▶ _TASK INSTRUCTIONS_
In the entries below, find each line with the string "limit" and copy it.

****

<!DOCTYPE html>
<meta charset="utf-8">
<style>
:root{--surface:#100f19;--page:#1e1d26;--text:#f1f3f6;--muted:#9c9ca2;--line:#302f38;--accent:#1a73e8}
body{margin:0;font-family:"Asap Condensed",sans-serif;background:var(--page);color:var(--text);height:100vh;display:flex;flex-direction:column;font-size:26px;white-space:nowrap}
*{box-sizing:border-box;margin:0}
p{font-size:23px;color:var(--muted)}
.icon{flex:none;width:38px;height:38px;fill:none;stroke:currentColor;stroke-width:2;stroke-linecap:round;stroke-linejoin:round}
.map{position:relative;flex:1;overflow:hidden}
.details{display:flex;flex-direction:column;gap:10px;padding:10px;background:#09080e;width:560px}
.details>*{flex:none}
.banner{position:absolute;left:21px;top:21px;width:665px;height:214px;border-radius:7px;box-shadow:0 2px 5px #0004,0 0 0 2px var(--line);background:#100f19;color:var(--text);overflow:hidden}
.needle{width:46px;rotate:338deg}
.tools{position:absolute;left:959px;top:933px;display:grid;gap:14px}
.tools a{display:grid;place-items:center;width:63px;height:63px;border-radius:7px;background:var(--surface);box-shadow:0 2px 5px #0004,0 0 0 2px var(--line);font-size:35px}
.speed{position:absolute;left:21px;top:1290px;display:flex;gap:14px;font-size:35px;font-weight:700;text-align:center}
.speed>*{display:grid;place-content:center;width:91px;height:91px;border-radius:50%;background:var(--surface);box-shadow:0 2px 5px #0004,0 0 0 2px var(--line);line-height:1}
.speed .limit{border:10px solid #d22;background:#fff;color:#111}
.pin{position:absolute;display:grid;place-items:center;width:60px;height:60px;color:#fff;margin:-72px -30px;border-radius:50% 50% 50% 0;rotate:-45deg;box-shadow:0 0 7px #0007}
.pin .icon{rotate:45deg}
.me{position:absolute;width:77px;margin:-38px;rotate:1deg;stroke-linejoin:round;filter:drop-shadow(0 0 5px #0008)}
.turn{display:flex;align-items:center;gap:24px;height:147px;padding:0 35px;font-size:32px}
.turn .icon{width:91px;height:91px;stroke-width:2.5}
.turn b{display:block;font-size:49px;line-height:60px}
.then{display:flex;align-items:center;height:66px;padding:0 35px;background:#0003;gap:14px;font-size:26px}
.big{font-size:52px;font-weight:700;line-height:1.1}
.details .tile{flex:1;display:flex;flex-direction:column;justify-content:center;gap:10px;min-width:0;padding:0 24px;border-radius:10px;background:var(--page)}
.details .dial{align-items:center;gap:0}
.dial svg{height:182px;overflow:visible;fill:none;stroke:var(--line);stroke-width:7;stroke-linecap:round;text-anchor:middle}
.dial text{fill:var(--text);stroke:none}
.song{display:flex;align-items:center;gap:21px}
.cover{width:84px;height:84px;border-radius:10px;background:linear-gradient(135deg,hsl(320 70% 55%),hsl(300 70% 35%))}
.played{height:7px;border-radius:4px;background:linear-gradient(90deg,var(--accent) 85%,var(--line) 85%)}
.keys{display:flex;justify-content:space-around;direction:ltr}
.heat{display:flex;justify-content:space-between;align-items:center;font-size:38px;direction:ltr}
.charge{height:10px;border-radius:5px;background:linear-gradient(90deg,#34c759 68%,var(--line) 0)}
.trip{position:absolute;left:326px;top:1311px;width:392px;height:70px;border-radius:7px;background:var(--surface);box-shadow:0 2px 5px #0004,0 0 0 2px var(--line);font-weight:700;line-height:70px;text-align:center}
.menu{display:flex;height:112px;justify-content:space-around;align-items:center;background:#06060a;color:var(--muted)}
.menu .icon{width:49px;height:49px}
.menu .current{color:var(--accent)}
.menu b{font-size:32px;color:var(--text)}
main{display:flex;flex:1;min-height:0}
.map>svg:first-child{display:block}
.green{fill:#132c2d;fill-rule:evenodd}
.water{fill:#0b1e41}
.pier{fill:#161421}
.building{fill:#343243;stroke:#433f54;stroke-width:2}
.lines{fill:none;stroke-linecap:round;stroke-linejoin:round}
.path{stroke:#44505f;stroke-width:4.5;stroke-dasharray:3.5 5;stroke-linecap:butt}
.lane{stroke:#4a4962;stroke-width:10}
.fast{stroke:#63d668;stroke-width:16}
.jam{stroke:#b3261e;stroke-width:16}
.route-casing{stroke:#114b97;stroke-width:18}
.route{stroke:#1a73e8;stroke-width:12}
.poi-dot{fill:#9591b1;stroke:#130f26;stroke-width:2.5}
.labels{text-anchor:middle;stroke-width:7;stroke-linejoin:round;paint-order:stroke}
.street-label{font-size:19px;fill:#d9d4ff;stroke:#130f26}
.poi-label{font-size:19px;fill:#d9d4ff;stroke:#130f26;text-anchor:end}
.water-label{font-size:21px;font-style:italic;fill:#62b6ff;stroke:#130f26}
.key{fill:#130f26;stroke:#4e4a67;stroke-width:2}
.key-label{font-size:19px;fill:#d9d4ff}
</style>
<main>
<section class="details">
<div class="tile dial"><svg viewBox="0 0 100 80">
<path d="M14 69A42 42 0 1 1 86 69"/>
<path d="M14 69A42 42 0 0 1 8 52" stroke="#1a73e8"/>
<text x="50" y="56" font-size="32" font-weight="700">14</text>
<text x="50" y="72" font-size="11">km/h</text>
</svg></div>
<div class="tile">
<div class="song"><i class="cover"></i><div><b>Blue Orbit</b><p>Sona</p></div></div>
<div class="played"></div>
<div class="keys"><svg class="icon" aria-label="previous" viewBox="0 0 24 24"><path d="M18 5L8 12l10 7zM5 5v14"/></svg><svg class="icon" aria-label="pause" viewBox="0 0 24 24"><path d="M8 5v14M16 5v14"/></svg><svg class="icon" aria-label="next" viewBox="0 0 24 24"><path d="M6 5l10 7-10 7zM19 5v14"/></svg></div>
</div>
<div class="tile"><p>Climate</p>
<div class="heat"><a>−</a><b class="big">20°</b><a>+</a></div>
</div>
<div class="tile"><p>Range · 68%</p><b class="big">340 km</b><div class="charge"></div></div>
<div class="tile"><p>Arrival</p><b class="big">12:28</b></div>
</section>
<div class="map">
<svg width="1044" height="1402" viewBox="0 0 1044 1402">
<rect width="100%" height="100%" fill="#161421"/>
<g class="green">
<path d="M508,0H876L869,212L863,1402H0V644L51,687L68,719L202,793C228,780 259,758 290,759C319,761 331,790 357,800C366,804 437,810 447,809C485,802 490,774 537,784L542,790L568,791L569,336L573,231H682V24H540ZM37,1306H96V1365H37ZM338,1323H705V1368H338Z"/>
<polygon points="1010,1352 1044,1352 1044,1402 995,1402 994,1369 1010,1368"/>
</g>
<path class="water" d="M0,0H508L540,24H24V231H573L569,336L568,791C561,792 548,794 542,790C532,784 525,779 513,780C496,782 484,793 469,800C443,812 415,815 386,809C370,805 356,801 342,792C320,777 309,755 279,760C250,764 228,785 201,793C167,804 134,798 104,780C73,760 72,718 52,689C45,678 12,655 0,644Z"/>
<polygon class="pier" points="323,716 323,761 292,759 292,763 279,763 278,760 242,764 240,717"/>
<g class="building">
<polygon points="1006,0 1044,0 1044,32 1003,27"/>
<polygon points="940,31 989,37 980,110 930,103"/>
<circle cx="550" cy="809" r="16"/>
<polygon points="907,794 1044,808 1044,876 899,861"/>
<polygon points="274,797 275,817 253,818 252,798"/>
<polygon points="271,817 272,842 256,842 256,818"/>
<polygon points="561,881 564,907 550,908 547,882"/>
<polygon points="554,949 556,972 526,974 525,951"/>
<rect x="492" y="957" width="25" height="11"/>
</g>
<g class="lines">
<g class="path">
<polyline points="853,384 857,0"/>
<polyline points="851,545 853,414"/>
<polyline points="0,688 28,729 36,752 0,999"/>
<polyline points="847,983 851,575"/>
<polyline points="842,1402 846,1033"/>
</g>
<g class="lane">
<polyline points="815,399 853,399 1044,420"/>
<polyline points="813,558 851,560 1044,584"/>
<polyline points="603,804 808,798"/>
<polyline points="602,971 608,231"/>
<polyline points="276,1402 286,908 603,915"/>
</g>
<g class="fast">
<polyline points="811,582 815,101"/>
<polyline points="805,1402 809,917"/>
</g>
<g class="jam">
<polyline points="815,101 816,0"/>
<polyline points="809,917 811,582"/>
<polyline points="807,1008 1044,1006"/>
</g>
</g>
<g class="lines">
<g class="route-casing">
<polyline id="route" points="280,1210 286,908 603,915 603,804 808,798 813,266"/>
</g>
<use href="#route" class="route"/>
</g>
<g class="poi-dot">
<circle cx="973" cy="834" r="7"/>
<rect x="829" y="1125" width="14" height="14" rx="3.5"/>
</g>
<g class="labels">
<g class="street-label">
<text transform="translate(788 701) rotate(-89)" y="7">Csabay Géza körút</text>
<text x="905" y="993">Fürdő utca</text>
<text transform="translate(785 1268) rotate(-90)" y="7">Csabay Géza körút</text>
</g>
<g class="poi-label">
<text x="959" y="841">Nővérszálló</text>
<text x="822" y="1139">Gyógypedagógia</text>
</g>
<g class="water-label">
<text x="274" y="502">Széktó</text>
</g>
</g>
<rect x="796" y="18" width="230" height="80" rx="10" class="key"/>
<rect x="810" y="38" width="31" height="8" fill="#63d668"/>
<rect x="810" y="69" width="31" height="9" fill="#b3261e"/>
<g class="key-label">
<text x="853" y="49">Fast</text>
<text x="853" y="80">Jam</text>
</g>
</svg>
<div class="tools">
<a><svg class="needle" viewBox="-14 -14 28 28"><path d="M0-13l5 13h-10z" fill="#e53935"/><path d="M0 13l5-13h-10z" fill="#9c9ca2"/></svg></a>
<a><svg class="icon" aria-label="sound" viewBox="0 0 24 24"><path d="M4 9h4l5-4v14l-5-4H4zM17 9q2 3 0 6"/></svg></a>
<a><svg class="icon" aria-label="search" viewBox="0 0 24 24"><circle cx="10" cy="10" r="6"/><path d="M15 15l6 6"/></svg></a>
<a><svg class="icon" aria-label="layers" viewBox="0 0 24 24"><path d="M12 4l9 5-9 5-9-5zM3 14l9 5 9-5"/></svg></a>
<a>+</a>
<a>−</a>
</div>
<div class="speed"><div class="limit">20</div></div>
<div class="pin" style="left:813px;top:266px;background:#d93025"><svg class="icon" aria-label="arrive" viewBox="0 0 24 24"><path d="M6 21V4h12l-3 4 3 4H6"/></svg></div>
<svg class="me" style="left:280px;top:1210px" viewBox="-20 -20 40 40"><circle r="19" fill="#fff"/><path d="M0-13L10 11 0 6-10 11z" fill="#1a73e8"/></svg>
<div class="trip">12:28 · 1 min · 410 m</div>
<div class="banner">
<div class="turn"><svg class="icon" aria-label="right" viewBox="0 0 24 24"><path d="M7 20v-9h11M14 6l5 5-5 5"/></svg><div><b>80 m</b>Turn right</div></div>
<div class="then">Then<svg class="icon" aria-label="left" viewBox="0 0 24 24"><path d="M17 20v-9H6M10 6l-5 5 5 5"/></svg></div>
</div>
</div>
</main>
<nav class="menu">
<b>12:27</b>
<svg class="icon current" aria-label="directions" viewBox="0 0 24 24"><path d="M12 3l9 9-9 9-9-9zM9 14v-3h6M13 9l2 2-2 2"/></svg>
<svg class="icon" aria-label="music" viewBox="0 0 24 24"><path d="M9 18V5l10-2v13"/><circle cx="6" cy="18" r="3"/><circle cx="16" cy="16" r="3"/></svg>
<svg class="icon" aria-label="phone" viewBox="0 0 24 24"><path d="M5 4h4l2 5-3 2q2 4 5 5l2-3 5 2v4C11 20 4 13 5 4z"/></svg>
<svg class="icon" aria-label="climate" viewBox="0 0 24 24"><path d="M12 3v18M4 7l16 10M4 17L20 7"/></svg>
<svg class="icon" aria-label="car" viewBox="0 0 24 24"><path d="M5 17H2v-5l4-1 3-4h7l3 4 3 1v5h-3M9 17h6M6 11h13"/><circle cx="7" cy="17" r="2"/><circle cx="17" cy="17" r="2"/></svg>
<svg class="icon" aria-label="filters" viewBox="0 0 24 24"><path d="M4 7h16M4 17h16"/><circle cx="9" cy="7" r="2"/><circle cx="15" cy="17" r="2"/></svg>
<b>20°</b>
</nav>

****

▶ _RESULT OF THIS EXERCISE_
.speed .limit{border:10px solid #d22;background:#fff;color:#111}
<div class="speed"><div class="limit">20</div></div>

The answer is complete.